The Athletic has been polling players around the league for several months for our WNBA Confidential series, collecting their thoughts on players, coaches and franchises, as well as issues facing the league — and yes, we’ll get to expansion later this week. Later this month, we’ll share candid thoughts from WNBA general managers about the future of the league. For this poll, about one-third of WNBA players participated, a total of 46 players, including players from all 12 teams. They were granted anonymity so they could be as forthright as possible.

Not every player answered every question, but you’ll get a good idea of the players’ perspectives.

As expected, the choice essentially came down to two players who have combined for three of the last five MVP awards and three of the past five WNBA championships. Stewart came out on top, but this was a category where an either/or option might have proved the most illuminating.

Even though Alyssa Thomas is the third player in everyone’s MVP conversations, the fact that she didn’t come in third in this exercise suggests a distinction between how players view value versus overall talent.

In their own words

• “What can’t (Stewie) do?”

• “Stewie or A’ja. They’re both so good, it’s a coin toss. We just played Stewie, so I’m gonna say Stewie.”

• “Stewie is the best player in the world just off of skill set.”

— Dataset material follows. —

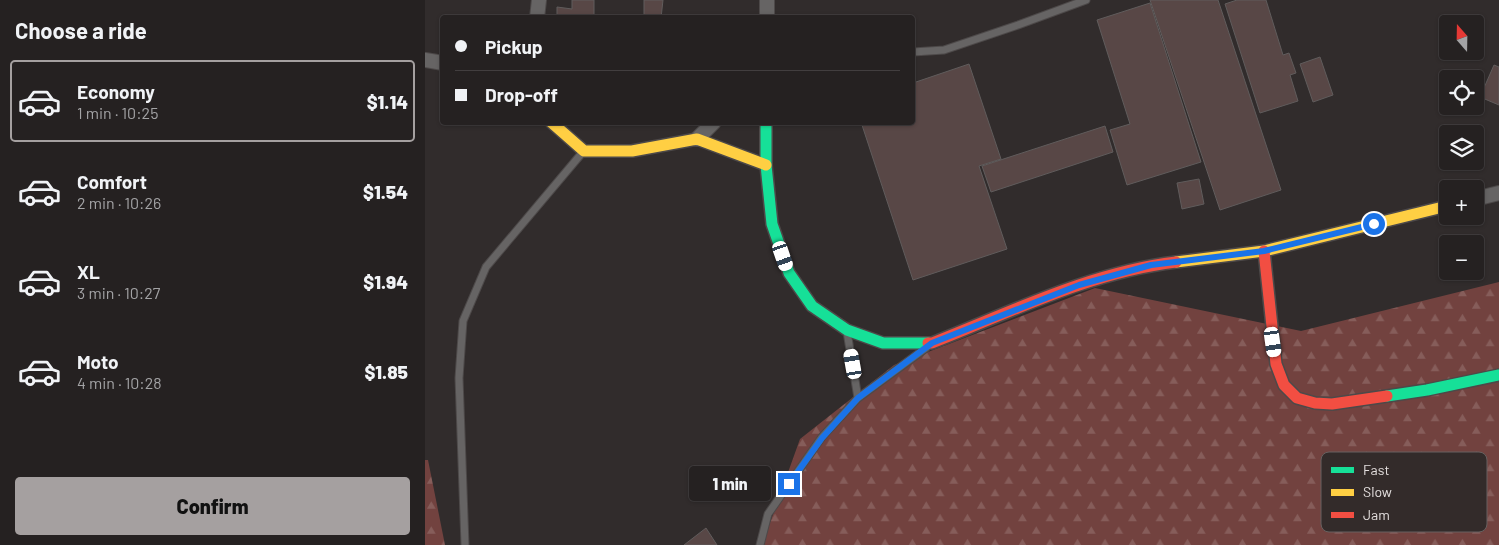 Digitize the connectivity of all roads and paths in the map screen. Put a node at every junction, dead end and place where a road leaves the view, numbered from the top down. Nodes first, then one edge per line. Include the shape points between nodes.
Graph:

• “Stewie’s just phenomenal. … I just think her size and her athletic ability is phenomenal. If anyone doesn’t say Stewie, then they’re just oblivious.”

• “(Wilson is) most dominant and has given up things to allow her teammates to be better, and I think that’s the definition of being the best player.”

• “A’ja Wilson right now is having an MVP year, for sure.”

The general consensus is that a South Carolina player will be the best in the league in five years, but there is almost an even split as to which Dawn Staley-coached player it will be. Wilson will turn 32 during the 2028 season, essentially the same age Sylvia Fowles was when she won MVP in 2017, along with Tamika Catchings in 2011. Even if Wilson will be older than the usual best player in the WNBA, her trajectory since entering the league gives no indication that her performance will drop off anytime soon.

However, Aliyah Boston is right on her toes with a rookie season that far outpaces Wilson’s first year in terms of efficiency. Boston was the first rookie All-Star starter since 2014 and has lived up to all of the hype that preceded her in her college career, much like Wilson. It would be surprising if Boston isn’t in MVP consideration in 2028, let alone the favorite.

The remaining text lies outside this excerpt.